→ Exercise brief
Return all lines from the entries below in which the word "speed" is present.

→ Records to process
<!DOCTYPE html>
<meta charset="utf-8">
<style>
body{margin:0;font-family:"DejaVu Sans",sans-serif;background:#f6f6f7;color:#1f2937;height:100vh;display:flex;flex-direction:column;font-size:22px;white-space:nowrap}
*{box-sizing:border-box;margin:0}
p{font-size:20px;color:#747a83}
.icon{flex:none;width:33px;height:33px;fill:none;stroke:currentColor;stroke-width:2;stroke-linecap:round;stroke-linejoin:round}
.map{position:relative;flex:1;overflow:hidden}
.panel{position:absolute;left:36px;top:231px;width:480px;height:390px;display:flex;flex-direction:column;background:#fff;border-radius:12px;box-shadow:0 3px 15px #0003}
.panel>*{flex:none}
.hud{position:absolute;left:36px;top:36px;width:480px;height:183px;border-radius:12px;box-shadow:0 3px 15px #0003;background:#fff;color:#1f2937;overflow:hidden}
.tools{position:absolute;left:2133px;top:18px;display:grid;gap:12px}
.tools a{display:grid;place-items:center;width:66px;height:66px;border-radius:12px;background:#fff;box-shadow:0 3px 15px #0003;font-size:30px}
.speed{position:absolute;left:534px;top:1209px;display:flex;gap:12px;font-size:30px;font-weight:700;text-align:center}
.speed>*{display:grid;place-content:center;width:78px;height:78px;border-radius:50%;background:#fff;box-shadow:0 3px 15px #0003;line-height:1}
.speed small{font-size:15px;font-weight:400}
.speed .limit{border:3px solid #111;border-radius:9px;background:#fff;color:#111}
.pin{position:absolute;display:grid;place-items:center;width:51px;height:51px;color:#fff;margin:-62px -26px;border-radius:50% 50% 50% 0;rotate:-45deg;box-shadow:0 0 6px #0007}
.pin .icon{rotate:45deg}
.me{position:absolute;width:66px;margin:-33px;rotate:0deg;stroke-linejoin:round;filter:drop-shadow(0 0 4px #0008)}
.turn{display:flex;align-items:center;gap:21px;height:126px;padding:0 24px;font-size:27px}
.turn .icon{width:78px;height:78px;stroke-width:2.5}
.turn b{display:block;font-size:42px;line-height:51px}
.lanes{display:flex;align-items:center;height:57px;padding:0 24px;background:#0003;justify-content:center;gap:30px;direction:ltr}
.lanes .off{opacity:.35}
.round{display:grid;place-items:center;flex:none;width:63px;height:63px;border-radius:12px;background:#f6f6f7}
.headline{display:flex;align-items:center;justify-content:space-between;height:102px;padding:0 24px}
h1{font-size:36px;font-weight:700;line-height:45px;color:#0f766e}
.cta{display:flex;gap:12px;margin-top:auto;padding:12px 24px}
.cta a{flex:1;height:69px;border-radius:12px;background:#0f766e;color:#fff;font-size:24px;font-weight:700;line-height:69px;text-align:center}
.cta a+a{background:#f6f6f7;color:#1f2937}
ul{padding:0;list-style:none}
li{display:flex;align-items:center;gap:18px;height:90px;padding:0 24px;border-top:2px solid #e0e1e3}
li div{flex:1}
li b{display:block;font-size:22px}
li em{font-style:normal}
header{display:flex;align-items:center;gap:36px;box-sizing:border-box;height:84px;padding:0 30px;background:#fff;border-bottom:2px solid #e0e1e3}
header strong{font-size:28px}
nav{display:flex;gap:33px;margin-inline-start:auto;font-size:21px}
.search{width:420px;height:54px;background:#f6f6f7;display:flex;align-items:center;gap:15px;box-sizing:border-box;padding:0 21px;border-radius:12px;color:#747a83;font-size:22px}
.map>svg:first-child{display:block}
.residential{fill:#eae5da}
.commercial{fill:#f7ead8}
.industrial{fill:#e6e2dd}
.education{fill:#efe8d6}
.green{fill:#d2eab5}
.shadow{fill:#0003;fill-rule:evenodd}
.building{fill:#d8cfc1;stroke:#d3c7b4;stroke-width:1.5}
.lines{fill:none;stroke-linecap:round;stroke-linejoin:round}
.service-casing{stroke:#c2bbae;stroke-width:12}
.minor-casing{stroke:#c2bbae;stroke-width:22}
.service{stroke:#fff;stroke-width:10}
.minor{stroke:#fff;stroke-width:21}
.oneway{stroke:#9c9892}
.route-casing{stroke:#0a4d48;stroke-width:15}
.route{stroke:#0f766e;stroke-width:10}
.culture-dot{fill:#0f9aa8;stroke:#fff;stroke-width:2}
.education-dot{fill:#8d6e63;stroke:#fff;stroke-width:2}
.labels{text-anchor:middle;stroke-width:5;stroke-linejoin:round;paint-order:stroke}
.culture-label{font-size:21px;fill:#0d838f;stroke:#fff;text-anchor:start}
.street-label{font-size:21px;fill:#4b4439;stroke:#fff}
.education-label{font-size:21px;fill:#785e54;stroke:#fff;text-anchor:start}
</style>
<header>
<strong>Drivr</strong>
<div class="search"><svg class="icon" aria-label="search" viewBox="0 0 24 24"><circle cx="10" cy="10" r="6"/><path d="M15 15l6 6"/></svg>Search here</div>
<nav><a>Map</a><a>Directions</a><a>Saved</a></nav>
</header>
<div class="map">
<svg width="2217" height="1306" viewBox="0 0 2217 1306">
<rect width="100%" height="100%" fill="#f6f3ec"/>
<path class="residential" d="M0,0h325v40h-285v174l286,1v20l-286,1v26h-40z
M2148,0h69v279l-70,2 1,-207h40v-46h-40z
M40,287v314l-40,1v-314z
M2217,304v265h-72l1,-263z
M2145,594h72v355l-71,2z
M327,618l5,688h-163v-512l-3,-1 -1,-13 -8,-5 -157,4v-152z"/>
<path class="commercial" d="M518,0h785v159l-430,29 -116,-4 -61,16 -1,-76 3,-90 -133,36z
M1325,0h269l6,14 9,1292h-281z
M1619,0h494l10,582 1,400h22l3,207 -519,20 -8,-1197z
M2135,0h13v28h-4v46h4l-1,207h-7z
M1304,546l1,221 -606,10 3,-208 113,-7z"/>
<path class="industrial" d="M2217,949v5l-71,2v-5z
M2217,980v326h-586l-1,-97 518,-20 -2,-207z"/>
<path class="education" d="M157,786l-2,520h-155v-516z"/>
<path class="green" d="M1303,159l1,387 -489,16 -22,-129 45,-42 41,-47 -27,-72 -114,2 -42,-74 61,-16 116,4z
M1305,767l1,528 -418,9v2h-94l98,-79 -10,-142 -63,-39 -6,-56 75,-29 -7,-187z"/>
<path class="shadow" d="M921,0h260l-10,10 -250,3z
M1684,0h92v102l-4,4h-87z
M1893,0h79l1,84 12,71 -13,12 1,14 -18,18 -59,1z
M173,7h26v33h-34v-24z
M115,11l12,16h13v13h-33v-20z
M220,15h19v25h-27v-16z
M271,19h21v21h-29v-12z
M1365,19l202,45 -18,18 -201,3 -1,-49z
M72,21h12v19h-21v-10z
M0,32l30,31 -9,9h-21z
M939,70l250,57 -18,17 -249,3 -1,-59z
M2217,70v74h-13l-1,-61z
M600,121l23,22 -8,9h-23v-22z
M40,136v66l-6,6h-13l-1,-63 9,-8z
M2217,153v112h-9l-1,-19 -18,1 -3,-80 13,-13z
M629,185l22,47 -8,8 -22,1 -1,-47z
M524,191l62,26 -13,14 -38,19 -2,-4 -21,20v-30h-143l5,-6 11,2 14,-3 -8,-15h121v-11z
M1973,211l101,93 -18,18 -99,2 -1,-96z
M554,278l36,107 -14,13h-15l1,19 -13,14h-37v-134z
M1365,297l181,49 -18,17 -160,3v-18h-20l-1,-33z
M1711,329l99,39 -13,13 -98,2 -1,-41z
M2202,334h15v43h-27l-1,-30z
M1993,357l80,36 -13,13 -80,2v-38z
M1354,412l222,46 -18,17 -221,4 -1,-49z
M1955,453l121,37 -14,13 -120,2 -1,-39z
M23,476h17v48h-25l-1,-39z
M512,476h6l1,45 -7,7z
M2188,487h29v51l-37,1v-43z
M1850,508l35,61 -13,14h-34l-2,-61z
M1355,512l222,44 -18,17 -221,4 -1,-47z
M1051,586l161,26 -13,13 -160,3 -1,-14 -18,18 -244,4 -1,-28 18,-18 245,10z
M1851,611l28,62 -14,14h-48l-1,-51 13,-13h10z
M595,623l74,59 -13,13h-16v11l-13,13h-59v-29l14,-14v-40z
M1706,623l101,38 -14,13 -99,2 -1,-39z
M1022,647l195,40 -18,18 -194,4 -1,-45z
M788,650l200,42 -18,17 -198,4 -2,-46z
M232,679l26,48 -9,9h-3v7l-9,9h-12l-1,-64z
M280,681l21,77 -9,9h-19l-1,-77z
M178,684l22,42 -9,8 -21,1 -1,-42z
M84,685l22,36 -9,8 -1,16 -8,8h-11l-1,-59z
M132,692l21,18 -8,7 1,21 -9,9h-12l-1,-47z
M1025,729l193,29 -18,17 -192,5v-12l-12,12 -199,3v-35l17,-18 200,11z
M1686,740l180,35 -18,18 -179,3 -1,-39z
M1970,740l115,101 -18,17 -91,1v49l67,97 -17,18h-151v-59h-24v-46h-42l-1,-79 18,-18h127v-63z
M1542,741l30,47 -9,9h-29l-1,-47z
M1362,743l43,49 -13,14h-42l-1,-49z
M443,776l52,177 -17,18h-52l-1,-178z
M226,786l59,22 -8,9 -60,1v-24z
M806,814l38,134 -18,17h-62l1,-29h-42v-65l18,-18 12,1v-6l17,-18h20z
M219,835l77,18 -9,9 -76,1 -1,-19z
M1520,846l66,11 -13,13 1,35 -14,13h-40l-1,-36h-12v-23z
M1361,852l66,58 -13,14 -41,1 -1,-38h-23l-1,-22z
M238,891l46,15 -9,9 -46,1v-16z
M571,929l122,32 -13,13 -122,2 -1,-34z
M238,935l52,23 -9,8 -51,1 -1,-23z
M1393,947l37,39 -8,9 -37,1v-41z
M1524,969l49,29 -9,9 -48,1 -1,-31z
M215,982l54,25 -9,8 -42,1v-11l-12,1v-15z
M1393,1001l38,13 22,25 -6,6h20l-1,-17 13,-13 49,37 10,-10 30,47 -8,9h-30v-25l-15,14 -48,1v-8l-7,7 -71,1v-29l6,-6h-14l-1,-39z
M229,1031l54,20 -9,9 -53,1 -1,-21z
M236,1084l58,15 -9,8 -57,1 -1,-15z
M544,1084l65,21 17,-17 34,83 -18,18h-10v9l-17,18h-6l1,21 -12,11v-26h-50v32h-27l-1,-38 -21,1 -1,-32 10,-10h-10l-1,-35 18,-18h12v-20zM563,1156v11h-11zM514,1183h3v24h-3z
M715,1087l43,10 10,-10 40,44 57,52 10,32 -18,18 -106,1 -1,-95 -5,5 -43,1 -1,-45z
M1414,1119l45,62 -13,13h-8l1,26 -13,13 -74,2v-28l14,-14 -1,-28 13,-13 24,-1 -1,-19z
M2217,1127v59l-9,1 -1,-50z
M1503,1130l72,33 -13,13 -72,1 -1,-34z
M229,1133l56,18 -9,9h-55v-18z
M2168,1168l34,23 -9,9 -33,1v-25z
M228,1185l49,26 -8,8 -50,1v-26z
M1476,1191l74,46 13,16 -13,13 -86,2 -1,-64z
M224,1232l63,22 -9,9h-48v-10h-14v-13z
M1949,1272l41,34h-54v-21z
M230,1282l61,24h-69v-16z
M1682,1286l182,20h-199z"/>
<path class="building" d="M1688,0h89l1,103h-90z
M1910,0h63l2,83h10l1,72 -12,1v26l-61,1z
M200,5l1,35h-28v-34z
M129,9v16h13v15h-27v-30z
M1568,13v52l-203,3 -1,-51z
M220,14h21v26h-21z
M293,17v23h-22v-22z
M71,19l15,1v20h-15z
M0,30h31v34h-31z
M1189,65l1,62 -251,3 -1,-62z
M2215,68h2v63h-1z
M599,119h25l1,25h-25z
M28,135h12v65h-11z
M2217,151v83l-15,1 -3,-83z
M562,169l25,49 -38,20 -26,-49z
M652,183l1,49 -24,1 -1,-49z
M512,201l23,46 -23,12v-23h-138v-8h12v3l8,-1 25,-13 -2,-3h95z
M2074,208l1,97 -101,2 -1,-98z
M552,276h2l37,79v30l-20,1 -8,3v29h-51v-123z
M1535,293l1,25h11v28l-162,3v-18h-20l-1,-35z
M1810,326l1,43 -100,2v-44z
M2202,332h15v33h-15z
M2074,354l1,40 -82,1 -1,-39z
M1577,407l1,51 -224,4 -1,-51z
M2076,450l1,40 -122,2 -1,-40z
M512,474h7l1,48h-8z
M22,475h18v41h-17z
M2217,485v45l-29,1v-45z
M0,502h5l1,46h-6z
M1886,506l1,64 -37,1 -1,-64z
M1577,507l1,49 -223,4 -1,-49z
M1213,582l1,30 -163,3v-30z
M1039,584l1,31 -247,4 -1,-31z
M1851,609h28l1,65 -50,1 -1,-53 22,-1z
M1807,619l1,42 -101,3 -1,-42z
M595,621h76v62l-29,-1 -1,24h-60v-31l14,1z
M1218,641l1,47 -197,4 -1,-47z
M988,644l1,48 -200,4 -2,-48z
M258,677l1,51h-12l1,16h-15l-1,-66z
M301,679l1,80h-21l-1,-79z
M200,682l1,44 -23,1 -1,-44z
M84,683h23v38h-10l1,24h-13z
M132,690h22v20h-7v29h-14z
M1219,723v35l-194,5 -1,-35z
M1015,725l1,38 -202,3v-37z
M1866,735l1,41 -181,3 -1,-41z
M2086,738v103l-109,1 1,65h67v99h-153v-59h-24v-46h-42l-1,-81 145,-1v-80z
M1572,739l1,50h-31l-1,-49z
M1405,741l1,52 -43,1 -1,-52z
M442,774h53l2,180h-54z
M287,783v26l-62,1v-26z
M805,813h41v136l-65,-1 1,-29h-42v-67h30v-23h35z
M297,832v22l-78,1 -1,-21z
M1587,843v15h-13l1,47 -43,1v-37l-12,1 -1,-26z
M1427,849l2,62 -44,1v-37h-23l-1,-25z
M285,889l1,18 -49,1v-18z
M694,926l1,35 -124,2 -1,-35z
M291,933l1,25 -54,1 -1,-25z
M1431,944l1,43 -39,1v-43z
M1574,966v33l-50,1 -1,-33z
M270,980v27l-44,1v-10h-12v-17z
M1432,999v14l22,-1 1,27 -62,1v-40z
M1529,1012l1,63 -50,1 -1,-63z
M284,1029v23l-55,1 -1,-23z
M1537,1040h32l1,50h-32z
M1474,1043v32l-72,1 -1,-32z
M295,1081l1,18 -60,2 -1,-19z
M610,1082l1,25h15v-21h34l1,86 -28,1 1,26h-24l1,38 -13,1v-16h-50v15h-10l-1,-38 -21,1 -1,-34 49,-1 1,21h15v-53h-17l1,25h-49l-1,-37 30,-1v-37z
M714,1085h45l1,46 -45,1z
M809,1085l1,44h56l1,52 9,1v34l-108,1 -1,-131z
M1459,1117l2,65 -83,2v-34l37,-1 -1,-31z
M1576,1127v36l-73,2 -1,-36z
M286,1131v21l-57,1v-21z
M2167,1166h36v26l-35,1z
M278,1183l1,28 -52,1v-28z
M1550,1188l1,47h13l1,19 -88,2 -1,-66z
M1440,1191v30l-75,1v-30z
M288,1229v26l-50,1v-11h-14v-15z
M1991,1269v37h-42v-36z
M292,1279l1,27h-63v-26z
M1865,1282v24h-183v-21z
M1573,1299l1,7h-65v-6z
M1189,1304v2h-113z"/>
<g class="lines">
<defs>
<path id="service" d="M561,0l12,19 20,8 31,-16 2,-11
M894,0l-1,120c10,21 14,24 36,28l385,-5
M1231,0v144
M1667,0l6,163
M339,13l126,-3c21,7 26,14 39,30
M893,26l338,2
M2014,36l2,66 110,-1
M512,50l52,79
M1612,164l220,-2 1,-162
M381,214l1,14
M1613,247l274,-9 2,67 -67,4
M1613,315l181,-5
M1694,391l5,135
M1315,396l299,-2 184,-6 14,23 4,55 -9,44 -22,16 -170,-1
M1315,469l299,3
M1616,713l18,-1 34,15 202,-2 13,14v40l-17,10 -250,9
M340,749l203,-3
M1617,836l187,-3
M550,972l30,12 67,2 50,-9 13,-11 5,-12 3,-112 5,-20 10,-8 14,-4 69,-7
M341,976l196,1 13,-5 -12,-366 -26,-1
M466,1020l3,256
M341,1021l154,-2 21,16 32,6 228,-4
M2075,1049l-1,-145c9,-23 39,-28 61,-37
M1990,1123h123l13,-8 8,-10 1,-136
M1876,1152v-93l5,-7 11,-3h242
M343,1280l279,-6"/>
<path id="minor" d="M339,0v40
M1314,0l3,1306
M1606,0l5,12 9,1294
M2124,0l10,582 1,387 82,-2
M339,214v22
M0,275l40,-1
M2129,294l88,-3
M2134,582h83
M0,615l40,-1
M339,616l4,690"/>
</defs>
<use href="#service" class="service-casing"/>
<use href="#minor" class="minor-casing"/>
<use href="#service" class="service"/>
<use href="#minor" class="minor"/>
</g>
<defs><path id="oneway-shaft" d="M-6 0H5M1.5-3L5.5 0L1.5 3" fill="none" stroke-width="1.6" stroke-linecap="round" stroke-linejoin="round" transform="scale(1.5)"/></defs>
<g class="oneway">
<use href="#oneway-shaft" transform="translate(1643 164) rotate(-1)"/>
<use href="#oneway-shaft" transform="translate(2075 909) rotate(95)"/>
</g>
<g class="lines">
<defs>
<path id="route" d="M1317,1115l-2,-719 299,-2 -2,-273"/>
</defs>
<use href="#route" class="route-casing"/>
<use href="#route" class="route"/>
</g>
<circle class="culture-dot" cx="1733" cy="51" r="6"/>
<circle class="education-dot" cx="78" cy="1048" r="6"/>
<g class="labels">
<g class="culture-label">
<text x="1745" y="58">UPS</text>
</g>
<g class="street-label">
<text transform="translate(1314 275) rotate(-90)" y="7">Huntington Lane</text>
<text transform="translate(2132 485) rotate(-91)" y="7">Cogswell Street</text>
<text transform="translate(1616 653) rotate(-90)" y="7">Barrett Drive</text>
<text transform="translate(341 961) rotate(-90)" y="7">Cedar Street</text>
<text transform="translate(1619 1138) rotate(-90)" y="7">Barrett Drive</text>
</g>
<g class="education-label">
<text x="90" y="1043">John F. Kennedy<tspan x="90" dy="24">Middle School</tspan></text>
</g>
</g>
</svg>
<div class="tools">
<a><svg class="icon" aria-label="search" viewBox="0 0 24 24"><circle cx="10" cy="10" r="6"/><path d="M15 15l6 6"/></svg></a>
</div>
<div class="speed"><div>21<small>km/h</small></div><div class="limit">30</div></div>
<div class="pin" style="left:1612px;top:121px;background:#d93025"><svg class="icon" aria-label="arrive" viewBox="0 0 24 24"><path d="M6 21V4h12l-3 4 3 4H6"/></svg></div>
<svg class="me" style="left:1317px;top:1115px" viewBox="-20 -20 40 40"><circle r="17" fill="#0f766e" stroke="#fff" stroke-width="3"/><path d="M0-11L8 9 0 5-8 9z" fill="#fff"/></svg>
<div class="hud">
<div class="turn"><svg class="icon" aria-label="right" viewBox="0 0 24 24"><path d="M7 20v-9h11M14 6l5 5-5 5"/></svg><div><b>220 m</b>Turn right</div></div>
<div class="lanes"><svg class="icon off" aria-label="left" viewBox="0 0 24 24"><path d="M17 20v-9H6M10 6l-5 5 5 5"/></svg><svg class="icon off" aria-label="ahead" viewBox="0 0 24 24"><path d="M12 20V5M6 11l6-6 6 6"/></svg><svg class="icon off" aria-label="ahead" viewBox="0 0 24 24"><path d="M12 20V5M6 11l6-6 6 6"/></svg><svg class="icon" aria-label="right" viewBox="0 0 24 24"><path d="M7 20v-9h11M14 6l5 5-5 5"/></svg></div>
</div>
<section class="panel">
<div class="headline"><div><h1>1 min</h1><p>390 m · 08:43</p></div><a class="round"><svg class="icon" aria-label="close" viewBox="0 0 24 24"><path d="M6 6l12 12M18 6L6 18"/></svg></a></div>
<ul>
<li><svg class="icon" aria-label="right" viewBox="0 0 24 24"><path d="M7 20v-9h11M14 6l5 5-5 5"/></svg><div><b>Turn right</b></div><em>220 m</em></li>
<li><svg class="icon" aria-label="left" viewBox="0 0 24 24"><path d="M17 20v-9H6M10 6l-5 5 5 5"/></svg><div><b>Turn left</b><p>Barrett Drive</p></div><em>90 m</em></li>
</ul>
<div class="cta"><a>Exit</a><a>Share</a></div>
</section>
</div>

→ Response for this exercise
.speed{position:absolute;left:534px;top:1209px;display:flex;gap:12px;font-size:30px;font-weight:700;text-align:center}
.speed>*{display:grid;place-content:center;width:78px;height:78px;border-radius:50%;background:#fff;box-shadow:0 3px 15px #0003;line-height:1}
.speed small{font-size:15px;font-weight:400}
.speed .limit{border:3px solid #111;border-radius:9px;background:#fff;color:#111}
<div class="speed"><div>21<small>km/h</small></div><div class="limit">30</div></div>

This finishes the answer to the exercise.